== Data section ==
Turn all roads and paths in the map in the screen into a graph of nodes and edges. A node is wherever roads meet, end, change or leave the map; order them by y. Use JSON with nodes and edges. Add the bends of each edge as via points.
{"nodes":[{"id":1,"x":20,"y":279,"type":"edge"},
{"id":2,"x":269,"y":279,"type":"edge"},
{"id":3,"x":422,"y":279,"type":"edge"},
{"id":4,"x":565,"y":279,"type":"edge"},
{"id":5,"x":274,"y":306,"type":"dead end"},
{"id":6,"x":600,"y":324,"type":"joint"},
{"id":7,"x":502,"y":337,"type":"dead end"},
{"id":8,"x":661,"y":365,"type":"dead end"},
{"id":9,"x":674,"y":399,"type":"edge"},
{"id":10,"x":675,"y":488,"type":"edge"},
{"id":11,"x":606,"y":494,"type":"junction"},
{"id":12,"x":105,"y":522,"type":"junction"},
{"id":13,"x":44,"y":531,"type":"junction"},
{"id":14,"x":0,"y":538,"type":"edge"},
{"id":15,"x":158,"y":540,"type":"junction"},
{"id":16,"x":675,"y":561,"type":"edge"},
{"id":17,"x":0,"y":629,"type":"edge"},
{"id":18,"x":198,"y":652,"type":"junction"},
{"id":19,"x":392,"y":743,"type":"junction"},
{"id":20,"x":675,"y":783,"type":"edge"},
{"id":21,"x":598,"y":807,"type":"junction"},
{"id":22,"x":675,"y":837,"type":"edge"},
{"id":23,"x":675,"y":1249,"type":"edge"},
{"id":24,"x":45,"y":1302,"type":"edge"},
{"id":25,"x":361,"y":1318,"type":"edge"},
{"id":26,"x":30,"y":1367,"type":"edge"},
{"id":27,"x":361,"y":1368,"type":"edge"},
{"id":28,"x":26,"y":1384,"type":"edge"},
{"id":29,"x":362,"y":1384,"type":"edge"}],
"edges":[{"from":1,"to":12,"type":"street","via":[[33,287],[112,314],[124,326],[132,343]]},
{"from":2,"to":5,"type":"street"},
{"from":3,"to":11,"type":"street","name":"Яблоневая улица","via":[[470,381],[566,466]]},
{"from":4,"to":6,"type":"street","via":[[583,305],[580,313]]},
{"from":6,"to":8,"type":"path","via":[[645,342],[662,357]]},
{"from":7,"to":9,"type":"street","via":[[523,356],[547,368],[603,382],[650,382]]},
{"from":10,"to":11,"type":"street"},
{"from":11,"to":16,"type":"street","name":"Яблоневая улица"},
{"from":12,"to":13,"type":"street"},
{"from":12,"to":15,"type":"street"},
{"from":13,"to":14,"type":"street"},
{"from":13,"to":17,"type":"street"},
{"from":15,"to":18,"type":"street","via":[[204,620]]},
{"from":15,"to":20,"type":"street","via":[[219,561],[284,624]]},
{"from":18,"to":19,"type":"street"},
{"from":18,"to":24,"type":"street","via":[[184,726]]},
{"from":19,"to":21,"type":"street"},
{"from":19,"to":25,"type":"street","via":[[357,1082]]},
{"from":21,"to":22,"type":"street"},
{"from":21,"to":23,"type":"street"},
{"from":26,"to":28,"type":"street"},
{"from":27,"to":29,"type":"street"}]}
===
→ Exercise details: Having gone through the data above, repeat it exactly.

→ Answer to the exercise:
Turn all roads and paths in the map in the screen into a graph of nodes and edges. A node is wherever roads meet, end, change or leave the map; order them by y. Use JSON with nodes and edges. Add the bends of each edge as via points.
{"nodes":[{"id":1,"x":20,"y":279,"type":"edge"},
{"id":2,"x":269,"y":279,"type":"edge"},
{"id":3,"x":422,"y":279,"type":"edge"},
{"id":4,"x":565,"y":279,"type":"edge"},
{"id":5,"x":274,"y":306,"type":"dead end"},
{"id":6,"x":600,"y":324,"type":"joint"},
{"id":7,"x":502,"y":337,"type":"dead end"},
{"id":8,"x":661,"y":365,"type":"dead end"},
{"id":9,"x":674,"y":399,"type":"edge"},
{"id":10,"x":675,"y":488,"type":"edge"},
{"id":11,"x":606,"y":494,"type":"junction"},
{"id":12,"x":105,"y":522,"type":"junction"},
{"id":13,"x":44,"y":531,"type":"junction"},
{"id":14,"x":0,"y":538,"type":"edge"},
{"id":15,"x":158,"y":540,"type":"junction"},
{"id":16,"x":675,"y":561,"type":"edge"},
{"id":17,"x":0,"y":629,"type":"edge"},
{"id":18,"x":198,"y":652,"type":"junction"},
{"id":19,"x":392,"y":743,"type":"junction"},
{"id":20,"x":675,"y":783,"type":"edge"},
{"id":21,"x":598,"y":807,"type":"junction"},
{"id":22,"x":675,"y":837,"type":"edge"},
{"id":23,"x":675,"y":1249,"type":"edge"},
{"id":24,"x":45,"y":1302,"type":"edge"},
{"id":25,"x":361,"y":1318,"type":"edge"},
{"id":26,"x":30,"y":1367,"type":"edge"},
{"id":27,"x":361,"y":1368,"type":"edge"},
{"id":28,"x":26,"y":1384,"type":"edge"},
{"id":29,"x":362,"y":1384,"type":"edge"}],
"edges":[{"from":1,"to":12,"type":"street","via":[[33,287],[112,314],[124,326],[132,343]]},
{"from":2,"to":5,"type":"street"},
{"from":3,"to":11,"type":"street","name":"Яблоневая улица","via":[[470,381],[566,466]]},
{"from":4,"to":6,"type":"street","via":[[583,305],[580,313]]},
{"from":6,"to":8,"type":"path","via":[[645,342],[662,357]]},
{"from":7,"to":9,"type":"street","via":[[523,356],[547,368],[603,382],[650,382]]},
{"from":10,"to":11,"type":"street"},
{"from":11,"to":16,"type":"street","name":"Яблоневая улица"},
{"from":12,"to":13,"type":"street"},
{"from":12,"to":15,"type":"street"},
{"from":13,"to":14,"type":"street"},
{"from":13,"to":17,"type":"street"},
{"from":15,"to":18,"type":"street","via":[[204,620]]},
{"from":15,"to":20,"type":"street","via":[[219,561],[284,624]]},
{"from":18,"to":19,"type":"street"},
{"from":18,"to":24,"type":"street","via":[[184,726]]},
{"from":19,"to":21,"type":"street"},
{"from":19,"to":25,"type":"street","via":[[357,1082]]},
{"from":21,"to":22,"type":"street"},
{"from":21,"to":23,"type":"street"},
{"from":26,"to":28,"type":"street"},
{"from":27,"to":29,"type":"street"}]}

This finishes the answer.